Find all positive integers $n$ for which there exist two square matrices of size $n$, with real entries, shall we denote them by A and B, such that $A^2B-BA^2=A$ and $A\neq O_n$ and $B\neq O_n$.

So far, I have obtained that $A^{2m}B-BA^{2m}=mA^{2m-1}$ and $tr(A^{2m-1})=0$, for every $m \geq 1$. I believe this problem can be dealt with by (wisely) multiplying multiple matricial relationships, at left and at right with A, B or powers of them, however this is only a guess.

Answer 1

As others have observed, it follows that $A$ is nilpotent. Fiddling with the entries, $$ A=\pmatrix{0&1&0\\ 0&0&1\\0&0&0},\quad B=\pmatrix{0&0&0\\ -1&0&0\\0&1&0} $$ is a valid pair. Hence for all $n\ge3$ such matrix pairs exist.

For $n\le 2$, such pairs do not exist: then $A$ nilpotent implies $A^2=0$, and $A=0$ from the equation.

Answer 2

The given condition means that the commutator $[A^2,B]$ is equal to $A$. Hence $A^2$ commutes with $[A^2,B]$. By Jacobson's lemma, $[A^2,B]$ is nilpotent. Therefore $A$ is nilpotent.

It follows that no solution exists when $n\le2$, otherwise $A=[A^2,B]=[0,B]=0$, which is a contradiction.

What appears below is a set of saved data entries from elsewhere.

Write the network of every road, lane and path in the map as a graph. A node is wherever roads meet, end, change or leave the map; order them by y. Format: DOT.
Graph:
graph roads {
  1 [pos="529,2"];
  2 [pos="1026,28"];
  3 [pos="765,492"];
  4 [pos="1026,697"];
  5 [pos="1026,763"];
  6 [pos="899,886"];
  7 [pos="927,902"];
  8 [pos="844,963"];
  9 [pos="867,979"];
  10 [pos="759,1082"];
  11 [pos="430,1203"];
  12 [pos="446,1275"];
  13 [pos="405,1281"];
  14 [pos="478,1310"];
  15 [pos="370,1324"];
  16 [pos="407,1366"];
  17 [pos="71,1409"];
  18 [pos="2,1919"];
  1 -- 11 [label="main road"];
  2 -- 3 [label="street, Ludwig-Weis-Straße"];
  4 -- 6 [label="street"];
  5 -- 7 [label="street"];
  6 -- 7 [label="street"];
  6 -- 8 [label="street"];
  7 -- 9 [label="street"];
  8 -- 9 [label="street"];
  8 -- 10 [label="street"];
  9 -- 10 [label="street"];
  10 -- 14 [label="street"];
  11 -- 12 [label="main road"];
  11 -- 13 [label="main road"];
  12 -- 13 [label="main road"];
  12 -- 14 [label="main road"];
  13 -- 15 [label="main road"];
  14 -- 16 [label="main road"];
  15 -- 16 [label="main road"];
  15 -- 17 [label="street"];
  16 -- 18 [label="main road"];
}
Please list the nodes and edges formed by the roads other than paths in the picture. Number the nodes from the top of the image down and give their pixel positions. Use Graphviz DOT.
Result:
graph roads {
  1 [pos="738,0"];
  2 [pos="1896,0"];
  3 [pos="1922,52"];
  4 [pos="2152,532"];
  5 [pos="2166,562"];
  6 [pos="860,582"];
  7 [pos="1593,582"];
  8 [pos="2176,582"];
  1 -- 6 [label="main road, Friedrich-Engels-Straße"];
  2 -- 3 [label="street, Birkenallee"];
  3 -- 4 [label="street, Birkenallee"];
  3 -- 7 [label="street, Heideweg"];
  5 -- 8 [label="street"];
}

When $n\ge3$, there is always a solution pair $(A,B)$ with $$ A=\pmatrix{0&1&0\\ 0&0&1\\ 0&0&0}\oplus0\ \text{ and }\ B=\pmatrix{0&0&0\\ -1&0&0\\ 0&1&0}\oplus0. $$

Remarks.

1. In hindsight, we don't need Jacobson's lemma. Clearly the equation is not solvable when $n=1$. When $n=2$, the equation implies that $A$ is traceless. Therefore, by Cayley-Hamilton theorem, $A^2=-\det(A)I$. But then the equation will imply that $A=[A^2,B]=-\det(A)[I,B]=0$, which is a contradiction. Hence the equation is not solvable when $n=2$.
2. Nevertheless, by Jacobson's lemma, $A$ is nilpotent. Let $2m$ be the least even positive integer such that $A^{2m}=0$. From $A^{2m}B-BA^{2m}=mA^{2m-1}$, we infer that $A^{2m-1}=0$. Therefore the index of nilpotence of $A$ must be odd. That is, in the Jordan form of $A$, the largest-sized Jordan block has an odd size.